_Data excerpts_
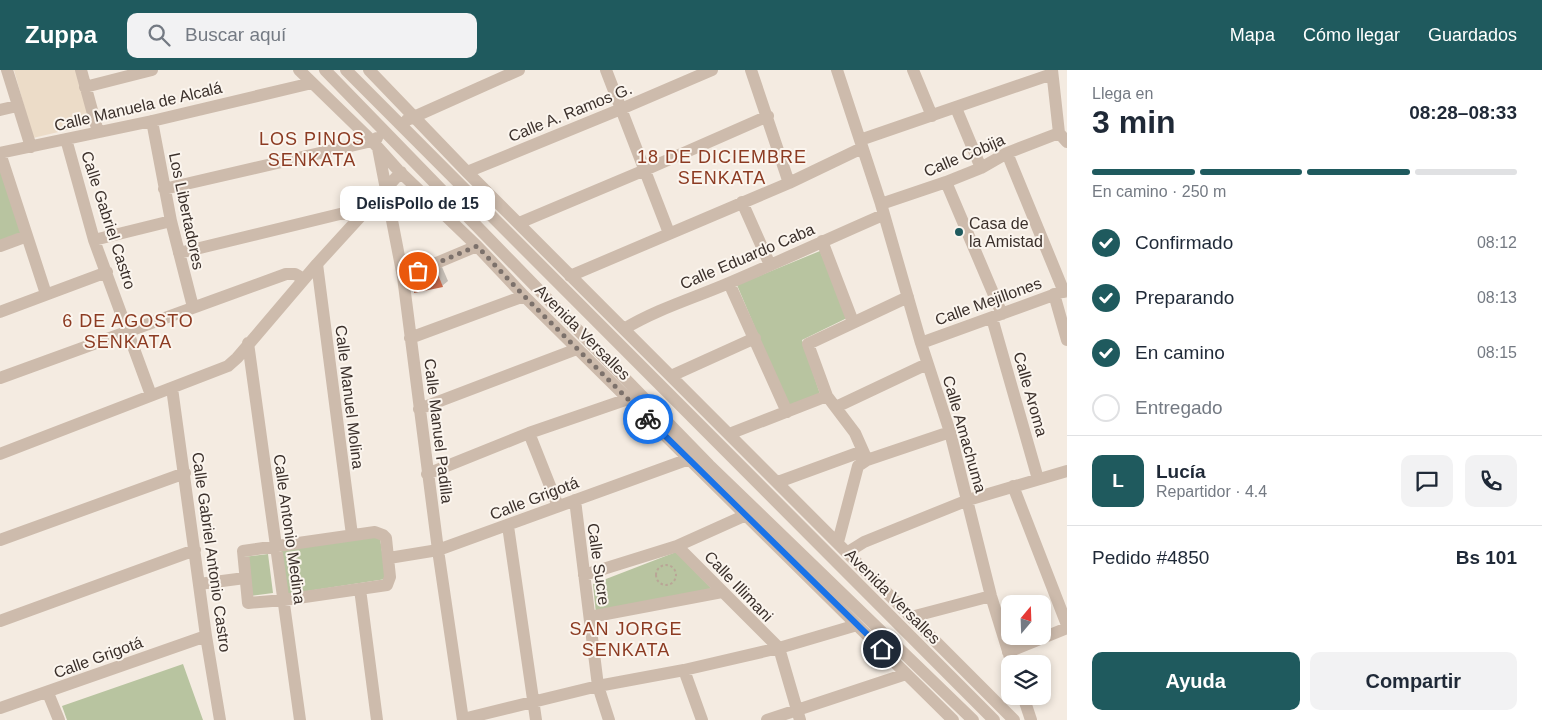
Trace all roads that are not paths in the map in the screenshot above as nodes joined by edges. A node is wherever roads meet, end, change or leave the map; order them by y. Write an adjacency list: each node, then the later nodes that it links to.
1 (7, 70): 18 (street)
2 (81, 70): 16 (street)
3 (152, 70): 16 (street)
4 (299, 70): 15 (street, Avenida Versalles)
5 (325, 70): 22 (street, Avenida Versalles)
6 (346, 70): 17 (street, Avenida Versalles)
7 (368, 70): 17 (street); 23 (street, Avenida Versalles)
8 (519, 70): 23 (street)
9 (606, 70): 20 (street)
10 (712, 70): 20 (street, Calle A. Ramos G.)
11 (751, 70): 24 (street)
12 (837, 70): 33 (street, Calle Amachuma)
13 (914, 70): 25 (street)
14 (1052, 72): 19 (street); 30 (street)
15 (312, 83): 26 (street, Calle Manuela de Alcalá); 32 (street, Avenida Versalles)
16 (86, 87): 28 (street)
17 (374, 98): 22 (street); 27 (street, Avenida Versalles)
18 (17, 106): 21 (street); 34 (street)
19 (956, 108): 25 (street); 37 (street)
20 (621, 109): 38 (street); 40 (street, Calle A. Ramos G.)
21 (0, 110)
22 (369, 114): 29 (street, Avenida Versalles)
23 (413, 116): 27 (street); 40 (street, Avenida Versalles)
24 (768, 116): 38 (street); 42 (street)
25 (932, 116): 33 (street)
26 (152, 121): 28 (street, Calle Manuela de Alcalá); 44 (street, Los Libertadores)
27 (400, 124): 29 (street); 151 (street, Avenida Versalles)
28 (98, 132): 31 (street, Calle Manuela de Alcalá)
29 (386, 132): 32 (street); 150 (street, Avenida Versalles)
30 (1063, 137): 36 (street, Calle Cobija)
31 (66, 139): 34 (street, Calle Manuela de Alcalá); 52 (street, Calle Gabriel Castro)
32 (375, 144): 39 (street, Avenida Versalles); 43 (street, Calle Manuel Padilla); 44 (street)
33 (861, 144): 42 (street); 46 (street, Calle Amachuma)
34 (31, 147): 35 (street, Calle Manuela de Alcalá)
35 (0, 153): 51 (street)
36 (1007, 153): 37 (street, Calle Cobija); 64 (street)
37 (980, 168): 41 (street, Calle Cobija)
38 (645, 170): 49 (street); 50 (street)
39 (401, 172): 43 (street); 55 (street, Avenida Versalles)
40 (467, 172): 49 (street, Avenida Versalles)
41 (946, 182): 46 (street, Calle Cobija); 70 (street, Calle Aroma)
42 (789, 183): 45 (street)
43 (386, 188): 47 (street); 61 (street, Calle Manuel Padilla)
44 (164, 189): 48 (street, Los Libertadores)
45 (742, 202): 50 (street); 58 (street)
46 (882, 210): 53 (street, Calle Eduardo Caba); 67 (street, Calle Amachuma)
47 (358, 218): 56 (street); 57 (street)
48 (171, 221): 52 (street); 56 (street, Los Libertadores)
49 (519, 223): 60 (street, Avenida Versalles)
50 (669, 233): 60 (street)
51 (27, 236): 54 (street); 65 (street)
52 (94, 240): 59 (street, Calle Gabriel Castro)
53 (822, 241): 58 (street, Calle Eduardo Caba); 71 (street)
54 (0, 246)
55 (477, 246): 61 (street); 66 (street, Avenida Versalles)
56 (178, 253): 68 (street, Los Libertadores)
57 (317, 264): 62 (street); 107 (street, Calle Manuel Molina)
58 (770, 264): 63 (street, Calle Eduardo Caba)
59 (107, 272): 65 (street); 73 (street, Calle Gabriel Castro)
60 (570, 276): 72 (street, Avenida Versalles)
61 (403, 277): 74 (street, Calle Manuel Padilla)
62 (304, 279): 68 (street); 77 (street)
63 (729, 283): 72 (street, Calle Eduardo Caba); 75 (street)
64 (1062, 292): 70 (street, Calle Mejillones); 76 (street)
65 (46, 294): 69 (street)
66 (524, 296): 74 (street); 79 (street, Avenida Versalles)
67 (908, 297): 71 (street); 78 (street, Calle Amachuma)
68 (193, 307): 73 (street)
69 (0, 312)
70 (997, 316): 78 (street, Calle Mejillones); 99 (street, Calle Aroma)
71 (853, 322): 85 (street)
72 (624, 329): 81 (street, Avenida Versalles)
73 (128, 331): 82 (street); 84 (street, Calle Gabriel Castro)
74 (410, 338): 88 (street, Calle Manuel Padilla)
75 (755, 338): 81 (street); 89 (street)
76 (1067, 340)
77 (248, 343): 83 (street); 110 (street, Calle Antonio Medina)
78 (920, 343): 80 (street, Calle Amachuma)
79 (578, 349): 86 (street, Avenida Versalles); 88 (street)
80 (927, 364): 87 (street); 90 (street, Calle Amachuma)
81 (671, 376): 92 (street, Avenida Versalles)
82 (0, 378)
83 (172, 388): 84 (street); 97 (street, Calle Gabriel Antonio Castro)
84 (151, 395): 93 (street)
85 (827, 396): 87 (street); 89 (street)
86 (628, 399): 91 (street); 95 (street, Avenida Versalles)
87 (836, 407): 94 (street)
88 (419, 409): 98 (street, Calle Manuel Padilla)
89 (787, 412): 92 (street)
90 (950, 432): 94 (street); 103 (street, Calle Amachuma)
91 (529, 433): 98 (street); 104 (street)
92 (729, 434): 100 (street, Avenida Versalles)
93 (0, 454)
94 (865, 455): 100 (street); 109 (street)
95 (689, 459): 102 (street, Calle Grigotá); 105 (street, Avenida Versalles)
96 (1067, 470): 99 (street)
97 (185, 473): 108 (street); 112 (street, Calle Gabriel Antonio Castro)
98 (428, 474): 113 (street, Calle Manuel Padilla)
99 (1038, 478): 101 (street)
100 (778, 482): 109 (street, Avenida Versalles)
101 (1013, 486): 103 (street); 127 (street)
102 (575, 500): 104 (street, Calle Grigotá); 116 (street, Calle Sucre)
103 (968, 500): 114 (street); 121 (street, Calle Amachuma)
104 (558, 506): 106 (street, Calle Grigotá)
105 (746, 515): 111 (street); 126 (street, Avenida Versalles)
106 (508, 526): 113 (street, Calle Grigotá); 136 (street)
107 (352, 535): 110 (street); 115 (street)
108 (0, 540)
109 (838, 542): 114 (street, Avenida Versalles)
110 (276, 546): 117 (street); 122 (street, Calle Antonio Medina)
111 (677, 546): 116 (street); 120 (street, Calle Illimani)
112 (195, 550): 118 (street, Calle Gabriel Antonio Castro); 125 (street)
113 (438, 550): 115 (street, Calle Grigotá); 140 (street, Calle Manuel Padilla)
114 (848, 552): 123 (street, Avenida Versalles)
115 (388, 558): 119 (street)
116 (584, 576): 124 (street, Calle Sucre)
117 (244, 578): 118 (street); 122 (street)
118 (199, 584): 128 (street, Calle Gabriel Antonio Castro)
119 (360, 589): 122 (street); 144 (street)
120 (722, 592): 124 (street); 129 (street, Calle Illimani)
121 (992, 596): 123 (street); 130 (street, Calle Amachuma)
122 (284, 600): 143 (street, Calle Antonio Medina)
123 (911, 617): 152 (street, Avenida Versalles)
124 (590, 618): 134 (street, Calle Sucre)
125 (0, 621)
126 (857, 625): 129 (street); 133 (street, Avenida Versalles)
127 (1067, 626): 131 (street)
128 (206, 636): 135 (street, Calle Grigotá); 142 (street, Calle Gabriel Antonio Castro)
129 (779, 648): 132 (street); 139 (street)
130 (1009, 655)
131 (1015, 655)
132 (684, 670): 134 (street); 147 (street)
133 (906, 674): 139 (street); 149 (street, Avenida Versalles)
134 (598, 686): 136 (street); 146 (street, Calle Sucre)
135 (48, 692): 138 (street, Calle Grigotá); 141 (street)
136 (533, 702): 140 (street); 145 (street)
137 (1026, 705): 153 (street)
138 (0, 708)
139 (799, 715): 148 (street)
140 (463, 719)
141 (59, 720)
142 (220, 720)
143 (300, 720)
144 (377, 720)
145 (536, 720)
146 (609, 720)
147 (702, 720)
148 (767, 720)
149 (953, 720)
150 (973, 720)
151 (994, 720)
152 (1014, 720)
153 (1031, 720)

_The problem_
Using the records above, report each line that contains the word "Manuela" by copying it.

_Task response_
15 (312, 83): 26 (street, Calle Manuela de Alcalá); 32 (street, Avenida Versalles)
26 (152, 121): 28 (street, Calle Manuela de Alcalá); 44 (street, Los Libertadores)
28 (98, 132): 31 (street, Calle Manuela de Alcalá)
31 (66, 139): 34 (street, Calle Manuela de Alcalá); 52 (street, Calle Gabriel Castro)
34 (31, 147): 35 (street, Calle Manuela de Alcalá)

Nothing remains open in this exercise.